There are four main categories of stone in use today, all of which come with different weights. The weight of the stones is traditionally measured arroba (12.5 kg) but normally given in kg today.

- the zilindroa (cylinder), usually weighing 8, 9 or 10 arroba (100, 112.5 or 125 kg)
- the laukizuzena (rectangular), usually weighing between 10 and 17 arroba (125-212.5 kg)
- the kuboa (cube), usually weighing between 10 and 17 arroba (125-212.5 kg)
- the biribila (round), usually weighing 9 or 10 arroba (112.5 or 125 kg)

On occasion natural stones are also still used. This can be problematic for lifters of a smaller stature who may not be able to handle the larger, irregular shaped stones.

The rules are fairly simple: the stone has to be handled so it ends up on the competitors shoulder, at which point it can be dropped onto the pad in front of the harri-jasotzaile. They never lift simultaneously but in sequence and facing each other, not side by side. There are two judges next to him, one to mark the time limit and another to ensure that the stone has been properly lifted. The crowd normally shouts out the number of times the stone has been lifted and the person who lifts the stone most often in the allocated time wins.

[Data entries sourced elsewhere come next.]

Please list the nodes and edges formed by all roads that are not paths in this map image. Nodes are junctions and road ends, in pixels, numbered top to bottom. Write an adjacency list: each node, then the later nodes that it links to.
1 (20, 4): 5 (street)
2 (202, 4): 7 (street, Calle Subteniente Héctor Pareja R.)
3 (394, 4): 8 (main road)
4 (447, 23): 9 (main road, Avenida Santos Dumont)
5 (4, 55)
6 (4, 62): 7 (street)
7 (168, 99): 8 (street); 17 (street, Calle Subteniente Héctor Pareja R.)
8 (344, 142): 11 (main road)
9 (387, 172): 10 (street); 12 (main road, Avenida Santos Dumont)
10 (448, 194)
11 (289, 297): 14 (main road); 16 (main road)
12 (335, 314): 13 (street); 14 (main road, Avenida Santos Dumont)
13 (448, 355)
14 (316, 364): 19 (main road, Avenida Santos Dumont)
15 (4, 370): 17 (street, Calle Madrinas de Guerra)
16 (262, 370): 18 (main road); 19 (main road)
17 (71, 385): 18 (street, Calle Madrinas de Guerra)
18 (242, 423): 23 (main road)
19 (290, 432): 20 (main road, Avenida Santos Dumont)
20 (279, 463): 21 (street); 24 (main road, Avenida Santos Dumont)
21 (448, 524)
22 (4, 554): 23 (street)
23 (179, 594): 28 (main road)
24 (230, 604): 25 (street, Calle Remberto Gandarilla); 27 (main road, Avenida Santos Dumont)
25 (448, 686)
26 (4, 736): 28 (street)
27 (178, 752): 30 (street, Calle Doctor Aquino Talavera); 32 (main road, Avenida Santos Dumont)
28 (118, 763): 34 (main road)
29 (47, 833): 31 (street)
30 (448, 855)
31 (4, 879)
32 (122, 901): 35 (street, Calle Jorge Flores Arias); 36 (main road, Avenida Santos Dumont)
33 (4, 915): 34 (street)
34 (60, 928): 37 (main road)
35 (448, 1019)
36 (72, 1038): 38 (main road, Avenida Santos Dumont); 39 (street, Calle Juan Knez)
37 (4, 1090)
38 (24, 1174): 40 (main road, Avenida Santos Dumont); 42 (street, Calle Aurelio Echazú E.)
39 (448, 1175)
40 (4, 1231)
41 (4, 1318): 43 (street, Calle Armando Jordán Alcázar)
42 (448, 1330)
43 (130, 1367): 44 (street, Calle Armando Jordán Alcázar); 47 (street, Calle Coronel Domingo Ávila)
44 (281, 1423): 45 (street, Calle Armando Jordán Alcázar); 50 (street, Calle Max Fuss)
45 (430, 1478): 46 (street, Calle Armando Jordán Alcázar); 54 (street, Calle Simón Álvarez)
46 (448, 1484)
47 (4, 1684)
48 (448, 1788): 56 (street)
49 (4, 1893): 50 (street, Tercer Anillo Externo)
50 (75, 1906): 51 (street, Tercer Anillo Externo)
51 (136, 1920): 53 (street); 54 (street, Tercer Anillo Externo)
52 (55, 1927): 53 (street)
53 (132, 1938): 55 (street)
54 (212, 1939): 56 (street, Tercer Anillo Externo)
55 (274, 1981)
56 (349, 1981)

Alternatively, the competition may involve trying to lift a heavier stone than one's opponent's or to break a record.

The preferred material for the stones is the so-called harri beltza or black stone, a dark granite quarried near the towns of Zumarraga and Lastur in Gipuzkoa.

==Famous events==
Several lifting events are remembered widely:
- Mieltxo Saralegi for lifting the heaviest stone to date, weighing 329 kg.
- Iñaki Perurena who held the record before Saralegi for lifting a 322 kg stone, being a popular figure in the Basque soap Goenkale and a bertsolari.

It is not uncommon for stone lifters to lift into considerably high age. In 1960 for example Justo Gallastegi lifted a 150 kg stone 5 times in 5 minutes in Tolosa.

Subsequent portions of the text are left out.